ASSIGNED TASK - Filter the records below for the word "Mill". Keep each line that has it.

INFORMATION GIVEN -
[Start of section]

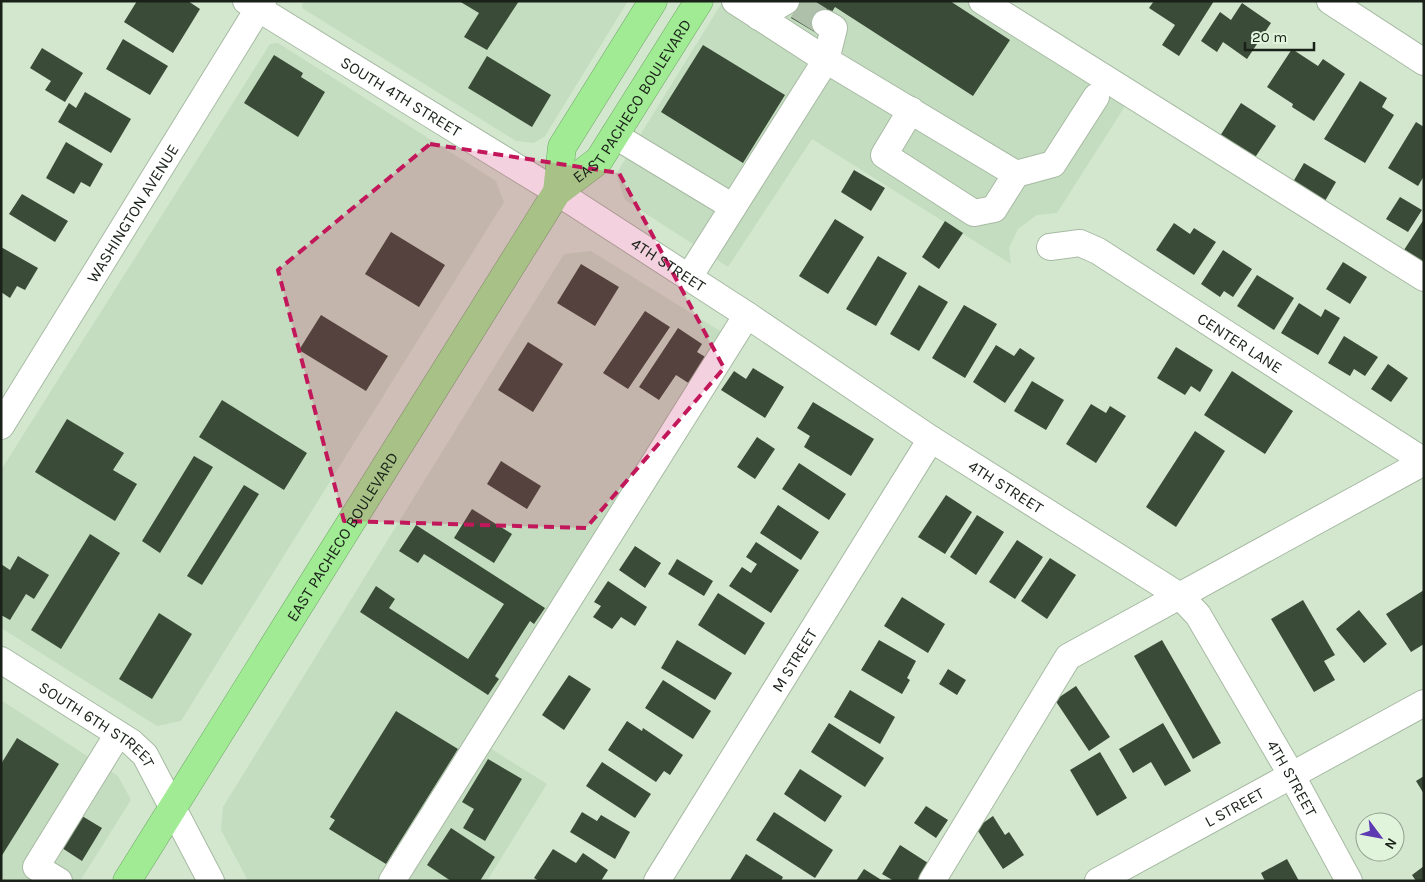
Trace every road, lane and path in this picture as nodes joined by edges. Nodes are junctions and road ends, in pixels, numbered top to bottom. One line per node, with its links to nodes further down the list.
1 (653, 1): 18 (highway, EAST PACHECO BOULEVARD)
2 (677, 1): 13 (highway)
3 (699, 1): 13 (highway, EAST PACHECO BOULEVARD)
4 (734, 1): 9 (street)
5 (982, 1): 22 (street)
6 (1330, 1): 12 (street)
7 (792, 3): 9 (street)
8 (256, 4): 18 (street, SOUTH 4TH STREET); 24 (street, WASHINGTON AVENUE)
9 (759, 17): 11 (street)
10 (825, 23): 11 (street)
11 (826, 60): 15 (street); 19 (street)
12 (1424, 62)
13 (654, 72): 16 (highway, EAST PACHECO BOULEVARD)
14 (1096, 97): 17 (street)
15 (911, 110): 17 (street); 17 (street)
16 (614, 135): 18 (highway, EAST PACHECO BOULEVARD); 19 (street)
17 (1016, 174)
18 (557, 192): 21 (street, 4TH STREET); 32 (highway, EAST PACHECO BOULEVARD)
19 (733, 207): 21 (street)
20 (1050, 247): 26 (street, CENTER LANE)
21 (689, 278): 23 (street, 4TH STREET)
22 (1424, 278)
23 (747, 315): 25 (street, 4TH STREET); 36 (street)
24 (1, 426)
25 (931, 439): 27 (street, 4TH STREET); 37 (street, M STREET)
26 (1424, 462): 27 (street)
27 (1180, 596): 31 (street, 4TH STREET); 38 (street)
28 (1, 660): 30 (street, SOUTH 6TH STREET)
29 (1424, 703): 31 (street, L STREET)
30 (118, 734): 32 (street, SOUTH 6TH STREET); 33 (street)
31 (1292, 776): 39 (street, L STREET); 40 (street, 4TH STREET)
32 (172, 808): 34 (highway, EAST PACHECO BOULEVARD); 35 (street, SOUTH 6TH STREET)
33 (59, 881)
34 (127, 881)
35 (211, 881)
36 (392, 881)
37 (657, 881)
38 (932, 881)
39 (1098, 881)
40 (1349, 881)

[End of section]
[Start of section]

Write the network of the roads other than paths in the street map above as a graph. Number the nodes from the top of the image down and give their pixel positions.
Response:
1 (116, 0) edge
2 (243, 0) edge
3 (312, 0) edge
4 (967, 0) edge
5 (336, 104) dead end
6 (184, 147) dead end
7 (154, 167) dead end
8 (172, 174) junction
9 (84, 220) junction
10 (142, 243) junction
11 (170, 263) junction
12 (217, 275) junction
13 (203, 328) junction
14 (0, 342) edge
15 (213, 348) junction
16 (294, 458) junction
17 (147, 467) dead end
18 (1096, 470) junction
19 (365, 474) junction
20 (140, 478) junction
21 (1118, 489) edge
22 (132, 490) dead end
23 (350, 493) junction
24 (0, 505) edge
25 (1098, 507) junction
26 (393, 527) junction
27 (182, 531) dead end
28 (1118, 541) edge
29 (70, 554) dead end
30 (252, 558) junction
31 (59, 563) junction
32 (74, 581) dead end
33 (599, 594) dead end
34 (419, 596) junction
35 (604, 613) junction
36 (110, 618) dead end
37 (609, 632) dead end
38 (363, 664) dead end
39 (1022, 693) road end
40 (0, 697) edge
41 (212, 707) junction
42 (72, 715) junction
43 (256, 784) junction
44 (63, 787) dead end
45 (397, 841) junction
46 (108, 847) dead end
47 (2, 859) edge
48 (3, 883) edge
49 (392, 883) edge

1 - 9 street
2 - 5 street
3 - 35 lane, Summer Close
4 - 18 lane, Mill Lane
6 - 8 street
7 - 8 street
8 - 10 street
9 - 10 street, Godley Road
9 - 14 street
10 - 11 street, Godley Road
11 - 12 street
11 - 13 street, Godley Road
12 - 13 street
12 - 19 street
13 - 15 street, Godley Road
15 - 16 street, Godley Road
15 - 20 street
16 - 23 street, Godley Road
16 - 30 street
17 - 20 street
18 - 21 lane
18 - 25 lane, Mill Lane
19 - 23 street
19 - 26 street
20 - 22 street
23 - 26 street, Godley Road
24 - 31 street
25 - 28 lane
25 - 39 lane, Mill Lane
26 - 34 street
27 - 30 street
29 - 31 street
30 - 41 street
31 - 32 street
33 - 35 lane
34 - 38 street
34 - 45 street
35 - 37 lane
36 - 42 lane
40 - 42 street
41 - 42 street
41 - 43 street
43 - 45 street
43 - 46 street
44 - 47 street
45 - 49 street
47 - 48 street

[End of section]

EXPECTED OUTPUT -
4 - 18 lane, Mill Lane
18 - 25 lane, Mill Lane
25 - 39 lane, Mill Lane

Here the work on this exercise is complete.